Would you output all the lines below precisely as they stand, leaving each picture out?
RECORDED INFORMATION section start
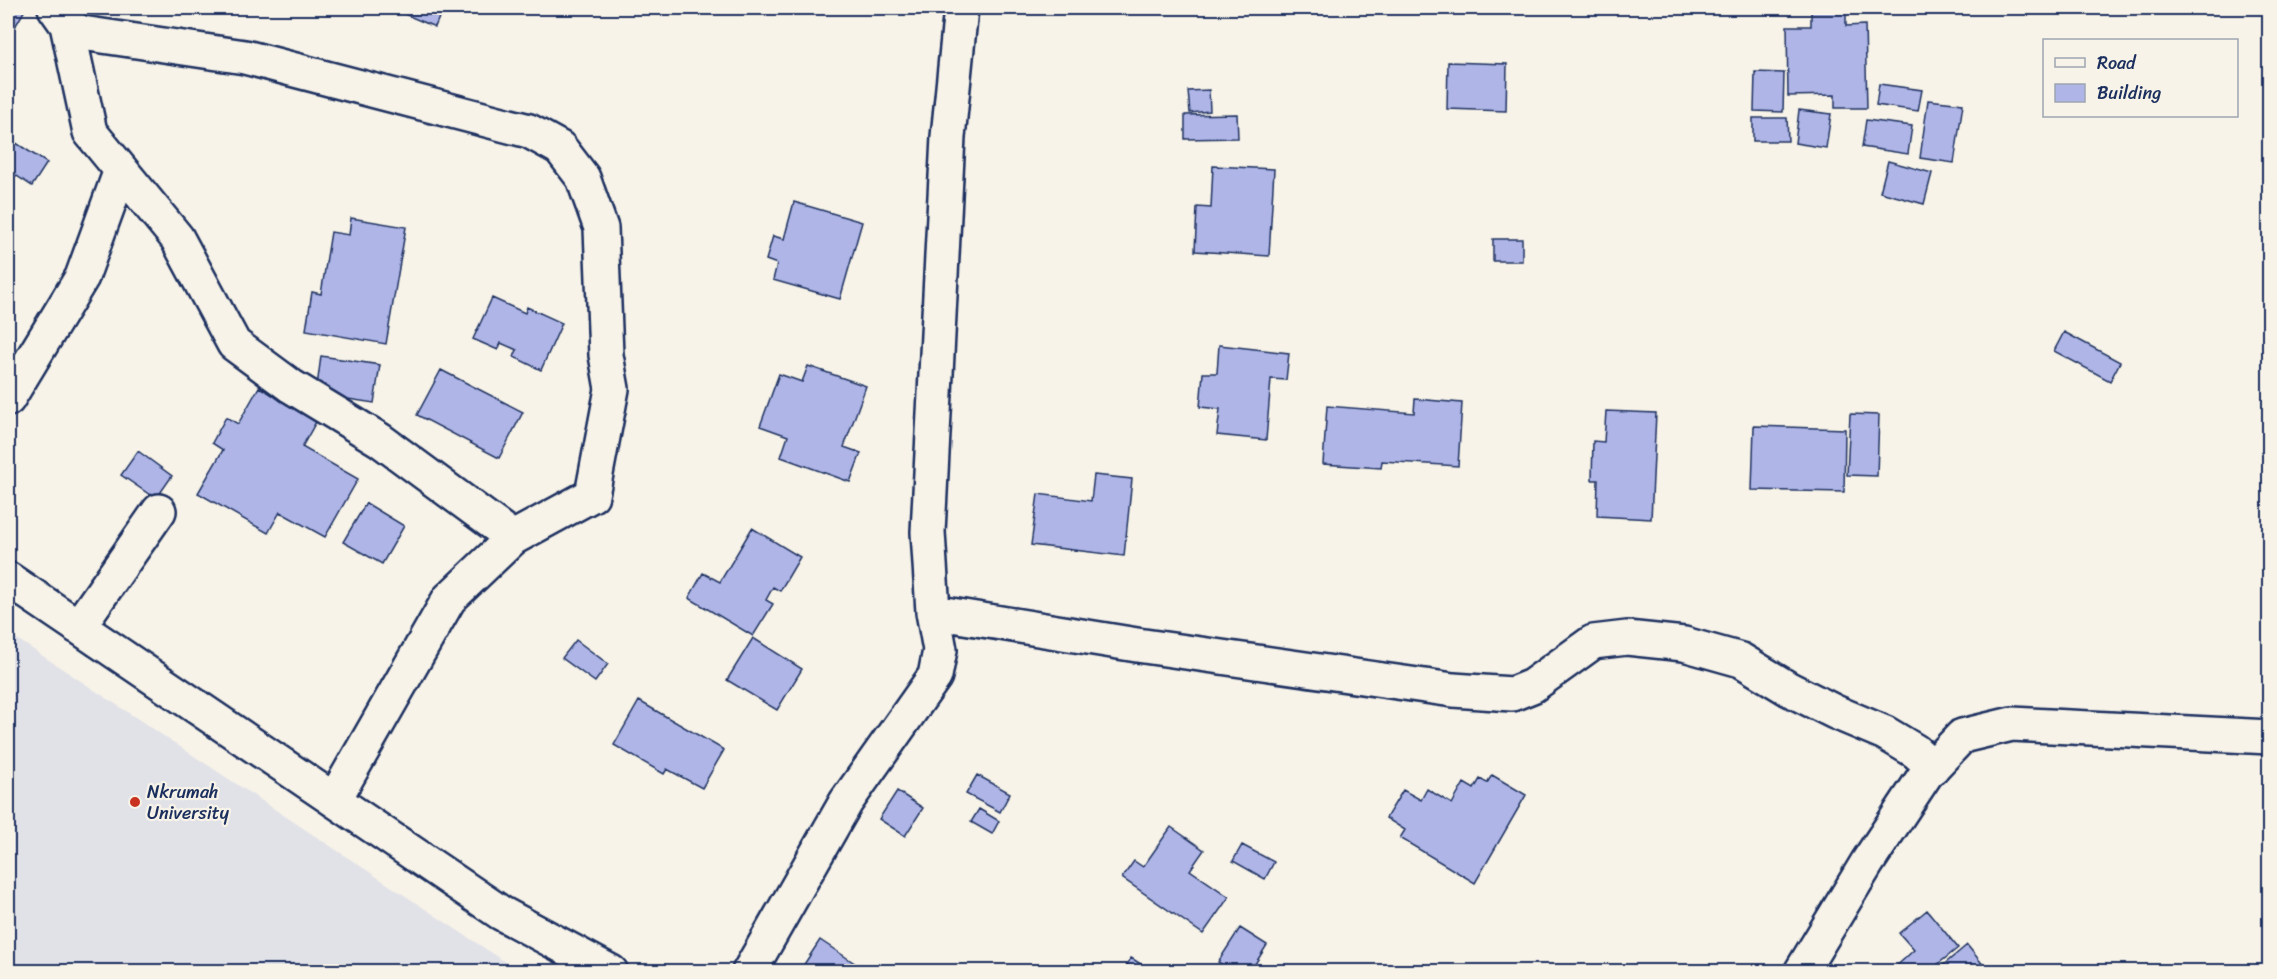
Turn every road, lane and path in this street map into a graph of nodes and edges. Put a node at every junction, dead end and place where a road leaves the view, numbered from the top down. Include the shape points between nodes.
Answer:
1 (961, 8) edge
2 (61, 16) edge
3 (121, 170) junction
4 (8, 399) edge
5 (159, 511) dead end
6 (513, 538) junction
7 (8, 579) edge
8 (933, 612) junction
9 (78, 627) junction
10 (2270, 737) edge
11 (1933, 767) junction
12 (334, 800) junction
13 (611, 972) edge
14 (749, 972) edge
15 (1801, 972) edge

1 - 8 street via 948,137 928,532
2 - 3 street via 90,132
2 - 6 street via 82,33 257,60 529,130 560,148 584,178 601,228 606,355 612,389 592,495
3 - 4 street via 82,277
3 - 6 street via 177,238 234,344 291,386 381,440
5 - 9 street
6 - 12 street via 448,598
7 - 9 street
8 - 11 street via 1452,690 1512,694 1532,686 1593,642 1627,638 1684,644 1741,660 1798,694 1885,733
8 - 14 street via 940,650 935,676 846,802
9 - 12 street
10 - 11 street via 2012,724 1962,736
11 - 15 street via 1867,863
12 - 13 street via 501,913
RECORDED INFORMATION section end
FINISHED EXERCISE |
Turn every road, lane and path in this street map into a graph of nodes and edges. Put a node at every junction, dead end and place where a road leaves the view, numbered from the top down. Include the shape points between nodes.
Answer:
1 (961, 8) edge
2 (61, 16) edge
3 (121, 170) junction
4 (8, 399) edge
5 (159, 511) dead end
6 (513, 538) junction
7 (8, 579) edge
8 (933, 612) junction
9 (78, 627) junction
10 (2270, 737) edge
11 (1933, 767) junction
12 (334, 800) junction
13 (611, 972) edge
14 (749, 972) edge
15 (1801, 972) edge

1 - 8 street via 948,137 928,532
2 - 3 street via 90,132
2 - 6 street via 82,33 257,60 529,130 560,148 584,178 601,228 606,355 612,389 592,495
3 - 4 street via 82,277
3 - 6 street via 177,238 234,344 291,386 381,440
5 - 9 street
6 - 12 street via 448,598
7 - 9 street
8 - 11 street via 1452,690 1512,694 1532,686 1593,642 1627,638 1684,644 1741,660 1798,694 1885,733
8 - 14 street via 940,650 935,676 846,802
9 - 12 street
10 - 11 street via 2012,724 1962,736
11 - 15 street via 1867,863
12 - 13 street via 501,913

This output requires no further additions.